(DATA IN THIS EXERCISE begins)
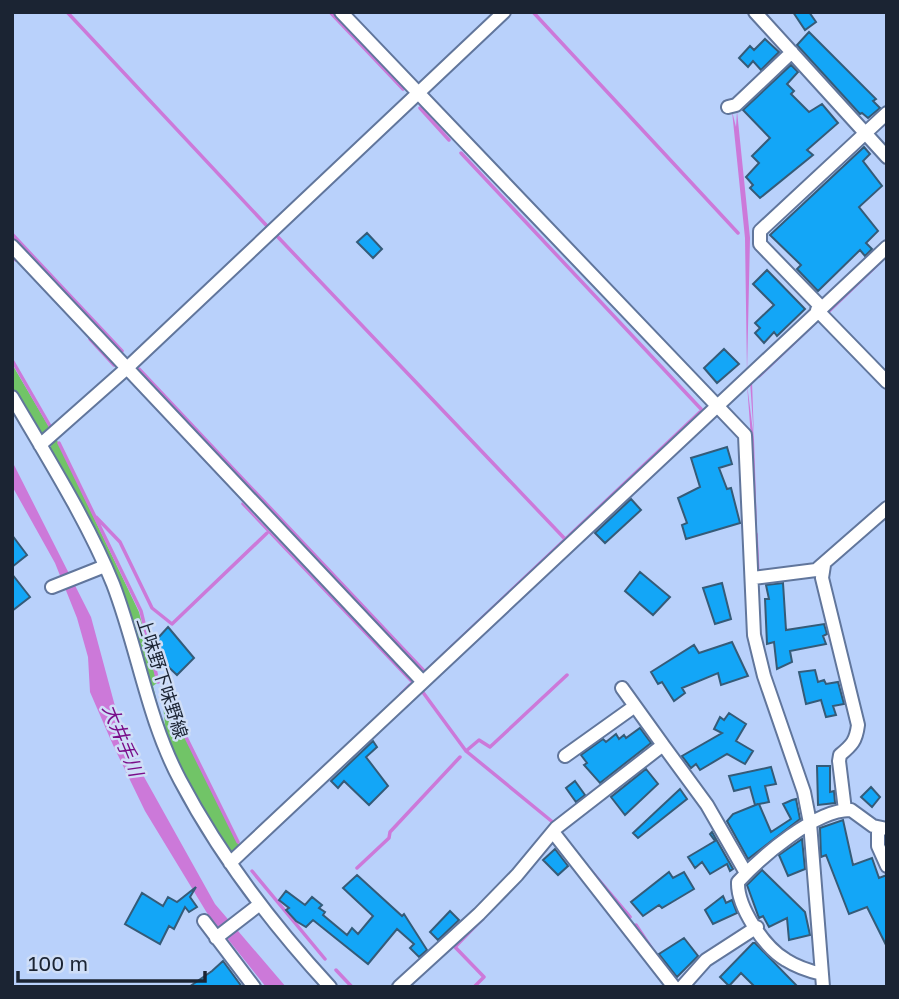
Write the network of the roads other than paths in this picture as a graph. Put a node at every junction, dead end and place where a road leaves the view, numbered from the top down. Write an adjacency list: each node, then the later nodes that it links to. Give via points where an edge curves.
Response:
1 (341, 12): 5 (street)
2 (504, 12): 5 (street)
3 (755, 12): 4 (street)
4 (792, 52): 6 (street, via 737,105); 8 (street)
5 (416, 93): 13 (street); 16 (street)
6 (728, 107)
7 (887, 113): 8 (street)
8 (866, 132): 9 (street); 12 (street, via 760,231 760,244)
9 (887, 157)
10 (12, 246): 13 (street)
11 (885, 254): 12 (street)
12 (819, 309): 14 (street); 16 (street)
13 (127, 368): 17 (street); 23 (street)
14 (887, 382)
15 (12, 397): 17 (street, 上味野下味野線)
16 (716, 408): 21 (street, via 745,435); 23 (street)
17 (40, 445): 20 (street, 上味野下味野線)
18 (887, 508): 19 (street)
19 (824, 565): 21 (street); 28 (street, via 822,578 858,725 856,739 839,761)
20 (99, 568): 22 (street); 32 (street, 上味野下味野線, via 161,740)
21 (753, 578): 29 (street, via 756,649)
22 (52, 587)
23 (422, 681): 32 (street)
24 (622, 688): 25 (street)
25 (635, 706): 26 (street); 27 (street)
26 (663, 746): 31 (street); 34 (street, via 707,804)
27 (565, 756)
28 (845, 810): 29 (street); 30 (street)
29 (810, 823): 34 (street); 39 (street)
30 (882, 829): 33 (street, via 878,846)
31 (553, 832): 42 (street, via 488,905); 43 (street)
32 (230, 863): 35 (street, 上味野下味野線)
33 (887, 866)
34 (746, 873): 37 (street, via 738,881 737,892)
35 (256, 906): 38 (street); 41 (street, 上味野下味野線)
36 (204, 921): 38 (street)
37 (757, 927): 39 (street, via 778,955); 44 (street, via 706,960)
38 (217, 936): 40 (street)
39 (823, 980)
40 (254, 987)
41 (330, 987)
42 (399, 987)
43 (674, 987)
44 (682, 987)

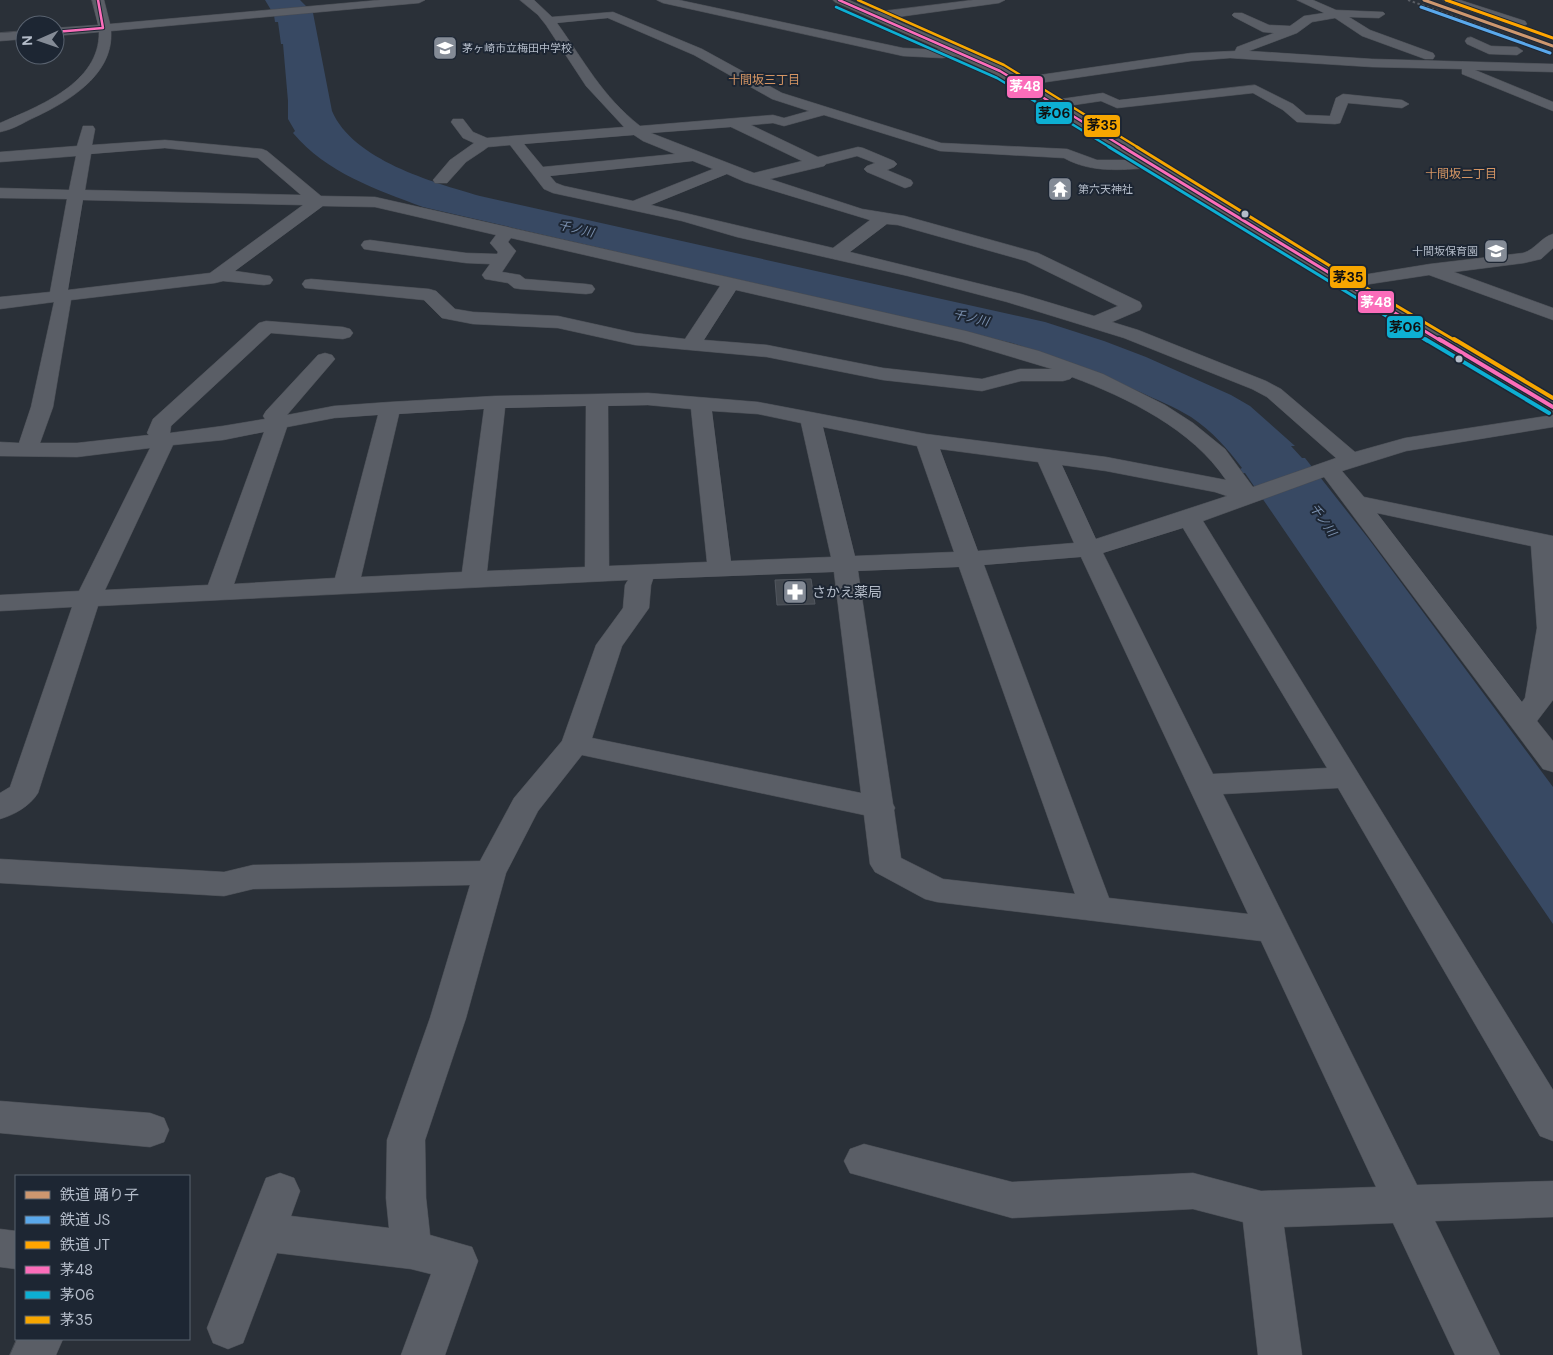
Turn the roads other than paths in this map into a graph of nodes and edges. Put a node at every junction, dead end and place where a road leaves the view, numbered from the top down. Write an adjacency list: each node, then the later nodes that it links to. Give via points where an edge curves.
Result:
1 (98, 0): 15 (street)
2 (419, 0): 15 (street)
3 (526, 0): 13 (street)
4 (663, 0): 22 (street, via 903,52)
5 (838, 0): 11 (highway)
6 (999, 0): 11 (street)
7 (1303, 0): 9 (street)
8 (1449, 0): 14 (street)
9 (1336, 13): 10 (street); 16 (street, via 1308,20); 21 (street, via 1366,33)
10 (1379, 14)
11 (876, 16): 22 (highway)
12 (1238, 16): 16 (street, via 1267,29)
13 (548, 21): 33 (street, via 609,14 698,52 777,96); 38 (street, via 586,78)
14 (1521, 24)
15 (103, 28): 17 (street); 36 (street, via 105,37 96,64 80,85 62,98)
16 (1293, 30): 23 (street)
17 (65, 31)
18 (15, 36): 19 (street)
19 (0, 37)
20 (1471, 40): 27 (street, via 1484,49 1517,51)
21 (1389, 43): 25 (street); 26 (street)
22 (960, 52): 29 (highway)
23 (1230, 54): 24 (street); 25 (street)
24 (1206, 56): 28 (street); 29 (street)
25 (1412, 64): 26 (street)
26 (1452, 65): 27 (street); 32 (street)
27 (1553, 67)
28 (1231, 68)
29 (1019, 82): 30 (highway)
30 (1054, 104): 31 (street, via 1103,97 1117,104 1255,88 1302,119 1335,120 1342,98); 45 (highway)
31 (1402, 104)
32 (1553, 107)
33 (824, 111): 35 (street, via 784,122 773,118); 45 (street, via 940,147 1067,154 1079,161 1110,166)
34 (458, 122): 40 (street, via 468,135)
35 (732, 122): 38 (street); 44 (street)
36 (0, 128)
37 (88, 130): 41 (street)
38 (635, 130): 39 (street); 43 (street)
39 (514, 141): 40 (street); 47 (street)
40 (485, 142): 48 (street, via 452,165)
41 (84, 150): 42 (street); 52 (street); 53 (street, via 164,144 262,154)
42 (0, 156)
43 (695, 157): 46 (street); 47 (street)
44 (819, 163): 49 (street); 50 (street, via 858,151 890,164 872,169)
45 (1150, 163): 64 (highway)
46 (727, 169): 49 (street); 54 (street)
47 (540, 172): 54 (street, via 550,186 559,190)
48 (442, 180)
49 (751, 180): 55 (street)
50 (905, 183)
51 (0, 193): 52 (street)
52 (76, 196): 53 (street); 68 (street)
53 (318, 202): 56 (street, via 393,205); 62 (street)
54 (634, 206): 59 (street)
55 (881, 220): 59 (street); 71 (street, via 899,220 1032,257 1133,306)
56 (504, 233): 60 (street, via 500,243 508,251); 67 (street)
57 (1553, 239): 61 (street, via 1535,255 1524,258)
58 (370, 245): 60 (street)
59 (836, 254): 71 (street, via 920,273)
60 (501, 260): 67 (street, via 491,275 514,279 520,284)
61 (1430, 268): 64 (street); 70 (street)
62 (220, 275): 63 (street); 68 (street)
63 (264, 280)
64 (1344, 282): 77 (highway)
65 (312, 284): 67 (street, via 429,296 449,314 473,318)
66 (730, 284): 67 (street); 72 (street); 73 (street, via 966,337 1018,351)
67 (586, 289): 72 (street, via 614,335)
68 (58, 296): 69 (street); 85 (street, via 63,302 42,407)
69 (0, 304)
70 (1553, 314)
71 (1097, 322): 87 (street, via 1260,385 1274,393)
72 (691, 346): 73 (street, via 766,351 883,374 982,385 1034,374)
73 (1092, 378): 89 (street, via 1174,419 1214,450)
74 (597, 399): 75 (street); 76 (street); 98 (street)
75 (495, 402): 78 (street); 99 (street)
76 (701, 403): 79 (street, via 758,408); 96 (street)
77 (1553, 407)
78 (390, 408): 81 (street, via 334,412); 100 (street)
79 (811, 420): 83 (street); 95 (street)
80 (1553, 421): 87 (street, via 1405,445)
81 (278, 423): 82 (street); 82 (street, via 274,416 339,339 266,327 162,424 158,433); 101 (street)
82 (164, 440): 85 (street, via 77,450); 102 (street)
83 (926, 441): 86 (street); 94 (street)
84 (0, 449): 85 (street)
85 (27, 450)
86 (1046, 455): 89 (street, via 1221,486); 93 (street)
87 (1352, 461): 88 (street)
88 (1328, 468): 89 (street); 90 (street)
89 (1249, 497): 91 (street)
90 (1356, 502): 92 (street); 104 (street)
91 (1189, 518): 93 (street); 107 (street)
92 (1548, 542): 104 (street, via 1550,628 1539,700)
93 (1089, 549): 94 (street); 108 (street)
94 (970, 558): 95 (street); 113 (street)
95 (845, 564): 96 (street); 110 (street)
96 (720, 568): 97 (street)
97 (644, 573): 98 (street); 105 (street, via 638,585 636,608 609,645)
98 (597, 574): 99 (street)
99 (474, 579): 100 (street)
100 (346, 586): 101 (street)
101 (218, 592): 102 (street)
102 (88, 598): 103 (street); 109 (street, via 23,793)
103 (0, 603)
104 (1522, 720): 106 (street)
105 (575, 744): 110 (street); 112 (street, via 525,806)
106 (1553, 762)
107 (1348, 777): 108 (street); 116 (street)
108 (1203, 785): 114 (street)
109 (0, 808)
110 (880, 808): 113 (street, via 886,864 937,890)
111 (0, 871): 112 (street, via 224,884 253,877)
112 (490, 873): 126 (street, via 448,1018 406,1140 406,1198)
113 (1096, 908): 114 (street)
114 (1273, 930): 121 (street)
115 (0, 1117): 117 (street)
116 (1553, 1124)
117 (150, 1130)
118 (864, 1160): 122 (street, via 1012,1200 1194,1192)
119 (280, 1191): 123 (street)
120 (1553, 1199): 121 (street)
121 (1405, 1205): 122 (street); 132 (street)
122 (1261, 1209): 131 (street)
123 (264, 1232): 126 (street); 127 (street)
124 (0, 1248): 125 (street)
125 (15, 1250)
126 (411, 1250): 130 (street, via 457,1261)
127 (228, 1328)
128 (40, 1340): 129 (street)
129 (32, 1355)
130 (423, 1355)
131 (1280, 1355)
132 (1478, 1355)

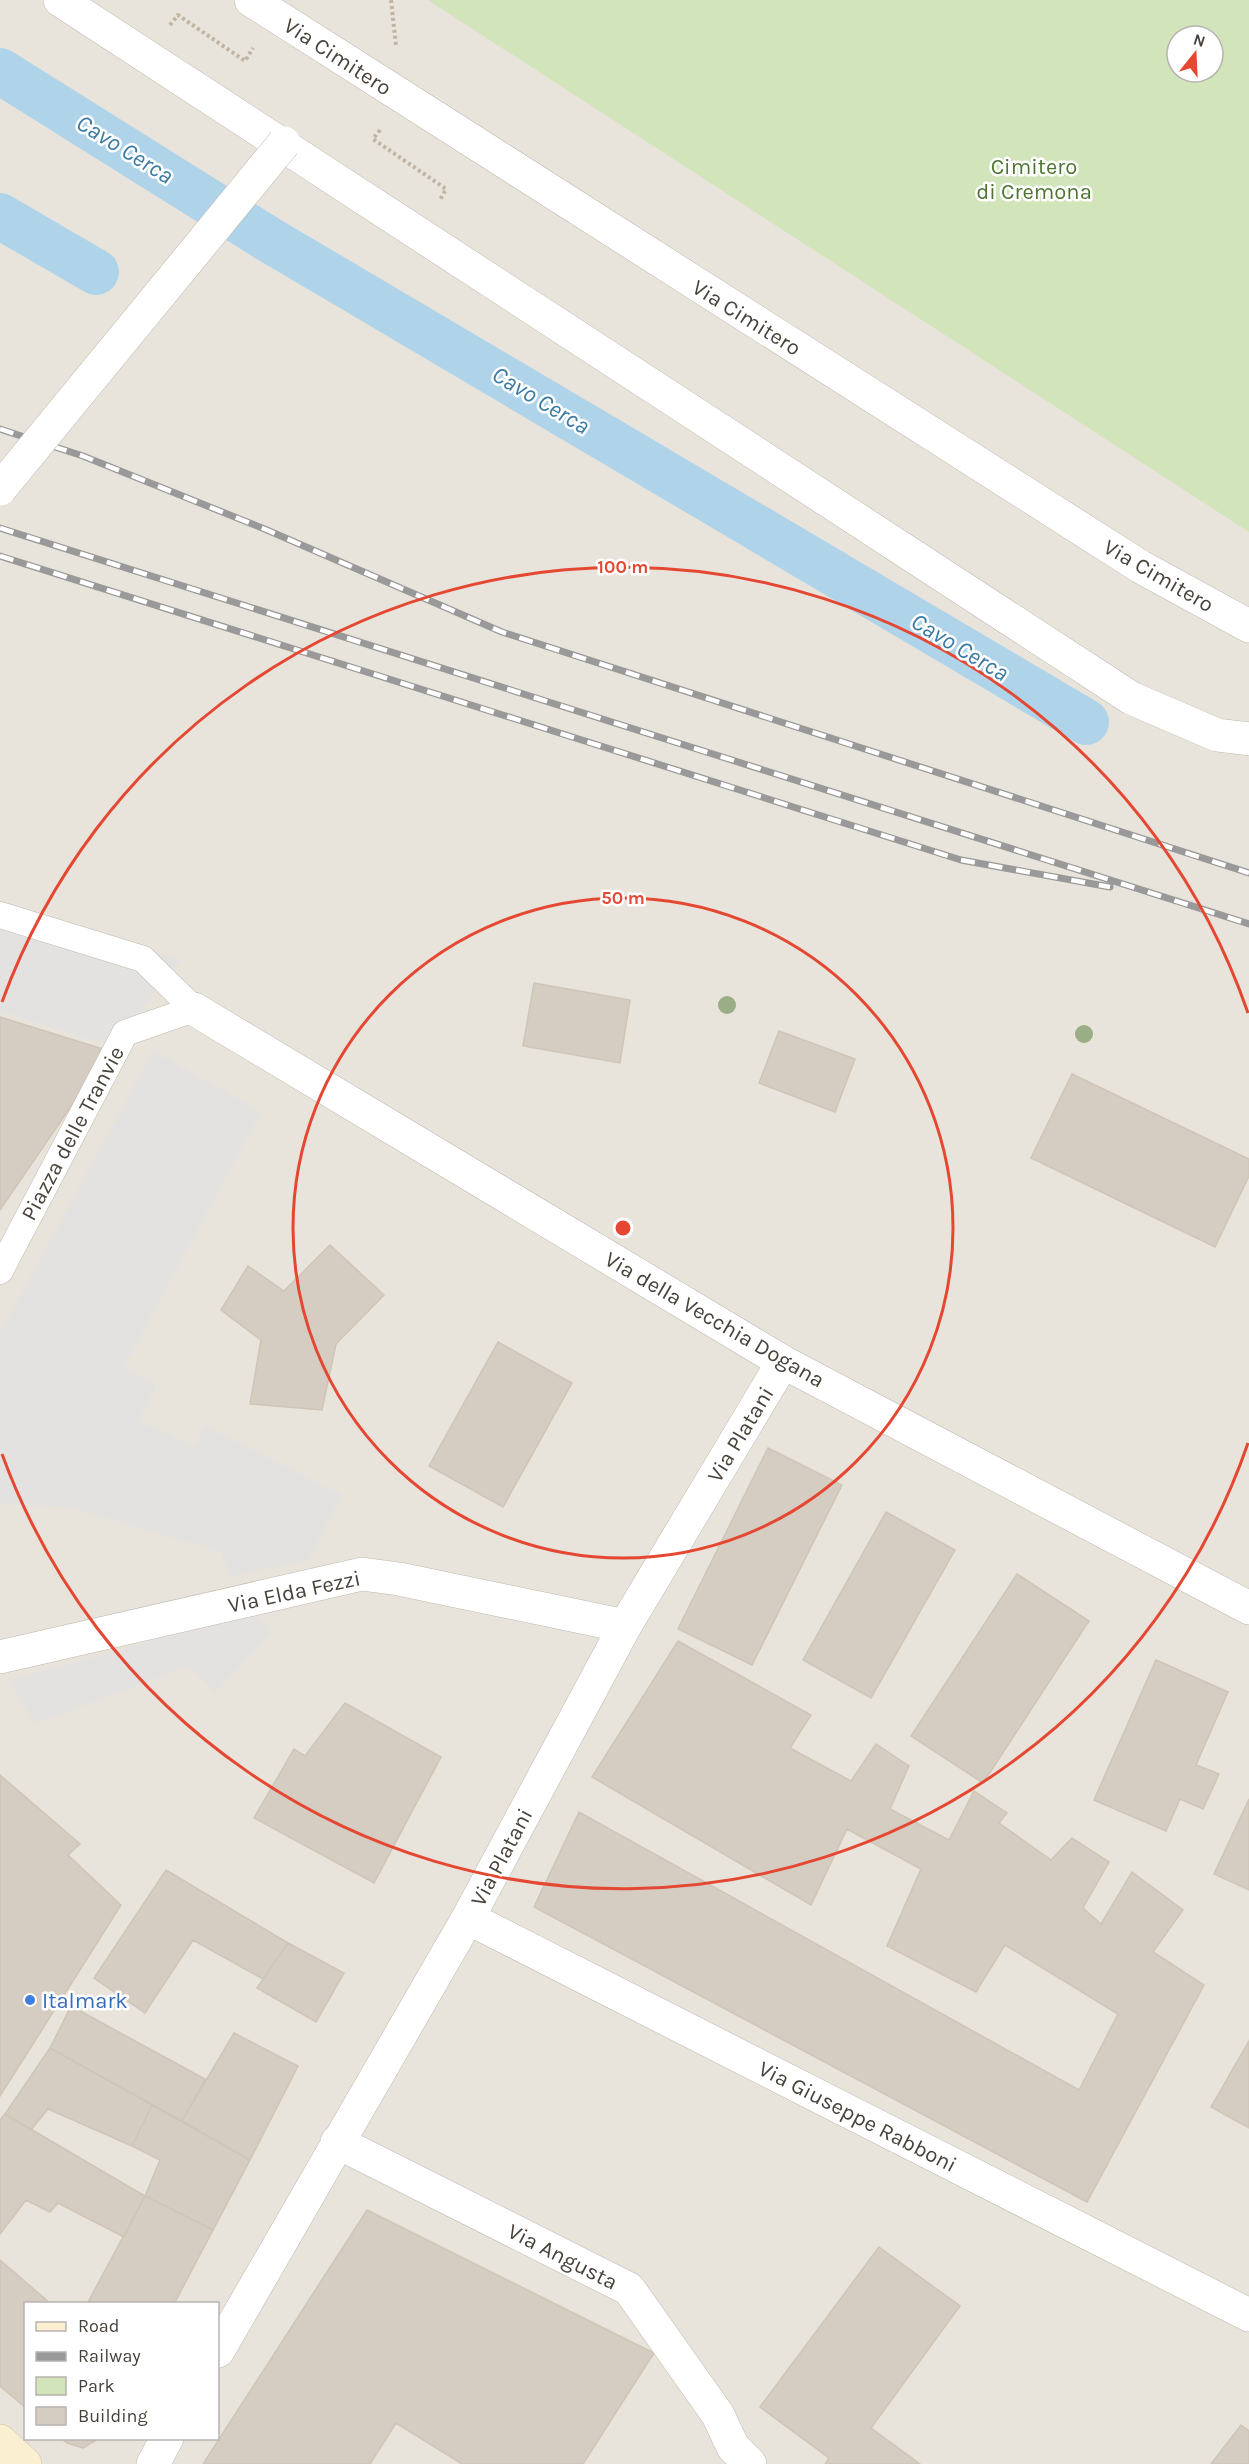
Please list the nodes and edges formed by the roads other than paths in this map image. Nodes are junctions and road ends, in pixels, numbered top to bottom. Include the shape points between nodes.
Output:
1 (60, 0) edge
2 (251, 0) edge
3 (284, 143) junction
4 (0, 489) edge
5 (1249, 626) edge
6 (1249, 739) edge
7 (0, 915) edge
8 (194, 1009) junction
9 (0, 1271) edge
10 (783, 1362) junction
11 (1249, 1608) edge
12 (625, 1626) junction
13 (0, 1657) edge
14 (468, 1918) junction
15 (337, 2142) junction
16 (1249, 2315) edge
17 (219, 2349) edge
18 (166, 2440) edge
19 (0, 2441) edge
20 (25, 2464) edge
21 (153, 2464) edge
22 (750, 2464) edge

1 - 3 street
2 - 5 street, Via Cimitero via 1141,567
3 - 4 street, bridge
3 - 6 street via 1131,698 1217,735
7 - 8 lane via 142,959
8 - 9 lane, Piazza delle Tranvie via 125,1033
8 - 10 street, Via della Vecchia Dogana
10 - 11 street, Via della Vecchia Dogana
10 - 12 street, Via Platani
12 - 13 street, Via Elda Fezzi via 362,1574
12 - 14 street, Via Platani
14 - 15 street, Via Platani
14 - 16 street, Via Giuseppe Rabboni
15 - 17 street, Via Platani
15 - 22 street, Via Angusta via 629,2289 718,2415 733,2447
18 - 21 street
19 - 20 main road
(DATA IN THIS EXERCISE ends)
**WORK ITEM**
Search the records for the word "links", then list every line that has it.

**FINAL ANSWER**
Write the network of the roads other than paths in this picture as a graph. Put a node at every junction, dead end and place where a road leaves the view, numbered from the top down. Write an adjacency list: each node, then the later nodes that it links to. Give via points where an edge curves.
Turn the roads other than paths in this map into a graph of nodes and edges. Put a node at every junction, dead end and place where a road leaves the view, numbered from the top down. Write an adjacency list: each node, then the later nodes that it links to. Give via points where an edge curves.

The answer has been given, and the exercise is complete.